THE TASK » The records sit below. Return every line in them that holds the word "Προποντίδος".

TASK INPUTS »

● ● ● ● ● ● ●

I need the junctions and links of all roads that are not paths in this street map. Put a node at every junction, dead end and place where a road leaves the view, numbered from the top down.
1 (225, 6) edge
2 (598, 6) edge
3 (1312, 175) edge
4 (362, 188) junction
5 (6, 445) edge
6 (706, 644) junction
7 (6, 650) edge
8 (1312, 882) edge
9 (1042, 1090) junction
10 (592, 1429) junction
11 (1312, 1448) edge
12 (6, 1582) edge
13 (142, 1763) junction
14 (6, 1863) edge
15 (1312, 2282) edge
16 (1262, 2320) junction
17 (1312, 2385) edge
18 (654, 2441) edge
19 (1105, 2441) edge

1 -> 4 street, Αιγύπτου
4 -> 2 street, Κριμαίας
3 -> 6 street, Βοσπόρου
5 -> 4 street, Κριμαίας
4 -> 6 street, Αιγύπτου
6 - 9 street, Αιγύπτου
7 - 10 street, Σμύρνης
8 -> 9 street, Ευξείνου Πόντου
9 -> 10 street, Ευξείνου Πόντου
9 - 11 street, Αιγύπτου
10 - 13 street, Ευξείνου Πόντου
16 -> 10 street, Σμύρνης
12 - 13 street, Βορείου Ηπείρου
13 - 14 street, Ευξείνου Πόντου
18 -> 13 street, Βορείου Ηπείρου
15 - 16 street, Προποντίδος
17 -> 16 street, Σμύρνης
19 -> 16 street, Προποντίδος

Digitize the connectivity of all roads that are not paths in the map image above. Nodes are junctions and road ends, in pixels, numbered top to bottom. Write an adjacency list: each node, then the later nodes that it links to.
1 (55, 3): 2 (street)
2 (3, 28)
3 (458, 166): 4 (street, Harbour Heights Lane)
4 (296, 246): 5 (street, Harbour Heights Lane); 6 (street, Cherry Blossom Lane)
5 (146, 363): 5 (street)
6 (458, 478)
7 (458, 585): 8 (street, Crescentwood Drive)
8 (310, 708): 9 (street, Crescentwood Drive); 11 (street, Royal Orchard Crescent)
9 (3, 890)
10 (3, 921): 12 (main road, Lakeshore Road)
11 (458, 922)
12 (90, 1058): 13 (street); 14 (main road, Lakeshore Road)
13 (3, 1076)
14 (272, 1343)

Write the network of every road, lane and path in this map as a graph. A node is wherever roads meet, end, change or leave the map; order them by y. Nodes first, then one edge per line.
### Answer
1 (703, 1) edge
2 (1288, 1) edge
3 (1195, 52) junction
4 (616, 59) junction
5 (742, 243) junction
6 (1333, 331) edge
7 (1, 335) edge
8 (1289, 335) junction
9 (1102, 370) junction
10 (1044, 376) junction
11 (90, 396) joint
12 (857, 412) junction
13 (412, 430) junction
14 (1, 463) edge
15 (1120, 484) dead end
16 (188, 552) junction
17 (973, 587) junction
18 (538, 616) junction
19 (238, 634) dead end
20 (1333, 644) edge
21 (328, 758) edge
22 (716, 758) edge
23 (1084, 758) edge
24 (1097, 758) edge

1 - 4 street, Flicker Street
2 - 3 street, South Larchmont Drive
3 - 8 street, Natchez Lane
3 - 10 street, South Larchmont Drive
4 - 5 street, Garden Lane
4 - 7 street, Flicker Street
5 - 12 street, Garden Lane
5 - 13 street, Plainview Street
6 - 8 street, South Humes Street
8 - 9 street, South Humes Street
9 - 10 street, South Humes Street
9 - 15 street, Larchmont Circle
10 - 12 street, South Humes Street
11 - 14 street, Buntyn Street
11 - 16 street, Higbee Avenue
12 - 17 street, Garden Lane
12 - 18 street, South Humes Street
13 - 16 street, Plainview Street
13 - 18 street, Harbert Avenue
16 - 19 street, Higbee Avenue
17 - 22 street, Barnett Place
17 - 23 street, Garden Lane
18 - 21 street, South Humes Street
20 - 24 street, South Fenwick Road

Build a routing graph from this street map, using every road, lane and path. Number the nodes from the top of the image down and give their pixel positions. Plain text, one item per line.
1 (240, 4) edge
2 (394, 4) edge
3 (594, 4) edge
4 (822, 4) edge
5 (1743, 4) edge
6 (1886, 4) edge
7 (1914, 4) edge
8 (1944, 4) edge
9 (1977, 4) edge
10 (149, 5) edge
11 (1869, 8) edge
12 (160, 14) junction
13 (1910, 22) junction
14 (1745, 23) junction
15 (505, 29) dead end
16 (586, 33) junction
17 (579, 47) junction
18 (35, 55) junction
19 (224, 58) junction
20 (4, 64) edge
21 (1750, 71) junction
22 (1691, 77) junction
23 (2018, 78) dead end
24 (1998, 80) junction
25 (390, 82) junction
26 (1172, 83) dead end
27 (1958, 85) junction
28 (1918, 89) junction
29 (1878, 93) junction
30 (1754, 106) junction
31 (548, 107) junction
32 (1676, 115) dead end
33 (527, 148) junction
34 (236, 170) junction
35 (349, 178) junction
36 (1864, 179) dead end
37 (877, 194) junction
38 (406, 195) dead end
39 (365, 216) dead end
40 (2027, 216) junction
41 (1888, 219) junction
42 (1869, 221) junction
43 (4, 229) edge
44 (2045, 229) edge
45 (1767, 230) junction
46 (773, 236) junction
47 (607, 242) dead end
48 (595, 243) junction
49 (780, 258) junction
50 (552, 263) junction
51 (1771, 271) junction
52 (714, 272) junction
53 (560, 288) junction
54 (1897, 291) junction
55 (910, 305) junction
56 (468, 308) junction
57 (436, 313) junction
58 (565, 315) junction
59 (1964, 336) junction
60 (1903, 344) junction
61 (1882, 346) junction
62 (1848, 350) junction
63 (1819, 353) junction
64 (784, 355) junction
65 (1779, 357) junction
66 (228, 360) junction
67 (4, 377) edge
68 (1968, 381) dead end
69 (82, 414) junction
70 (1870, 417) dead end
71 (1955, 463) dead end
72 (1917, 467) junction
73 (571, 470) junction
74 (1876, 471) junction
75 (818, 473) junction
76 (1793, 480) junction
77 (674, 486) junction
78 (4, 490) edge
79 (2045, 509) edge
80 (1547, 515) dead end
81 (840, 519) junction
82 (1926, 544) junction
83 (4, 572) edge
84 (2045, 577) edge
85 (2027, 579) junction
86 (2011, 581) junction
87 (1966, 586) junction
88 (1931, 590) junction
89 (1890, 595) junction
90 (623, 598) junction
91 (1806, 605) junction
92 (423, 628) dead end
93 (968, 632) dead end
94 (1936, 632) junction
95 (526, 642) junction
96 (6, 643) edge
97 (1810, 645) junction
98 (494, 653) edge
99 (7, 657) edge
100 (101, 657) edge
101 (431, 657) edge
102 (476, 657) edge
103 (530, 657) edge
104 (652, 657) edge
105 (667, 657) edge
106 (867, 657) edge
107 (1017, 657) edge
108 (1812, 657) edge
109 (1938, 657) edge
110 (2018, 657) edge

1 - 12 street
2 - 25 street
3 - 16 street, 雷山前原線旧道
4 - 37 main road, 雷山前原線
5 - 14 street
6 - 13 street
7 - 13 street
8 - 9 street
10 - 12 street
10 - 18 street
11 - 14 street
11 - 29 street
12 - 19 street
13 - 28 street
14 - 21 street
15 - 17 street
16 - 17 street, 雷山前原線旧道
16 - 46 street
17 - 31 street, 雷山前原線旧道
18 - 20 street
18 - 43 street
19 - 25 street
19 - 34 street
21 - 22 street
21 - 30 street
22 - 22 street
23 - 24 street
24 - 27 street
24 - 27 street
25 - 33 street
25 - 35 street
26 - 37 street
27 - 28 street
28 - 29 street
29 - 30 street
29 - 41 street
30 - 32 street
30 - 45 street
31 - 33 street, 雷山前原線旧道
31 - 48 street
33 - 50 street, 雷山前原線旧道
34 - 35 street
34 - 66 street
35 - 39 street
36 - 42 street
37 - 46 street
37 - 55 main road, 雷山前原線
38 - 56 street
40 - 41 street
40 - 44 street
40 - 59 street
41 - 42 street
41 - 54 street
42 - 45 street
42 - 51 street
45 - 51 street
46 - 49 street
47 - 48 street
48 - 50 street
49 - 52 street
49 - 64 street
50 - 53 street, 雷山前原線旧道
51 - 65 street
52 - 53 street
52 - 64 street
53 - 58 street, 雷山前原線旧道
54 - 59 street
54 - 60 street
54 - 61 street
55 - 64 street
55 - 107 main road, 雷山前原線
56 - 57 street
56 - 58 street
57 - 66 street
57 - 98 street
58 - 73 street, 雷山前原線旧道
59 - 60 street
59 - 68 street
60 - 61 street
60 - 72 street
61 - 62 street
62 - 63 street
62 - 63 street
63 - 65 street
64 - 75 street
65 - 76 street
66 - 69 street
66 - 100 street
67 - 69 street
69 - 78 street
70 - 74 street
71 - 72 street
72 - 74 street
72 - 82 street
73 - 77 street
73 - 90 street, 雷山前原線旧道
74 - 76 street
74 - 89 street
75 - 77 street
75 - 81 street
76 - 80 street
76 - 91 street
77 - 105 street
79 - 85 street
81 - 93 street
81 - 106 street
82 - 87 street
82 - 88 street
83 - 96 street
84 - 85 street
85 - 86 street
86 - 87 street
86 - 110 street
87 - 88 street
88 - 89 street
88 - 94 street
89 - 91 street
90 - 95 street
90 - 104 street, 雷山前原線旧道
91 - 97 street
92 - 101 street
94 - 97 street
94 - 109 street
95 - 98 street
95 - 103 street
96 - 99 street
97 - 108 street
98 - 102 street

● ● ● ● ● ● ●

WRITTEN REPLY »
15 - 16 street, Προποντίδος
19 -> 16 street, Προποντίδος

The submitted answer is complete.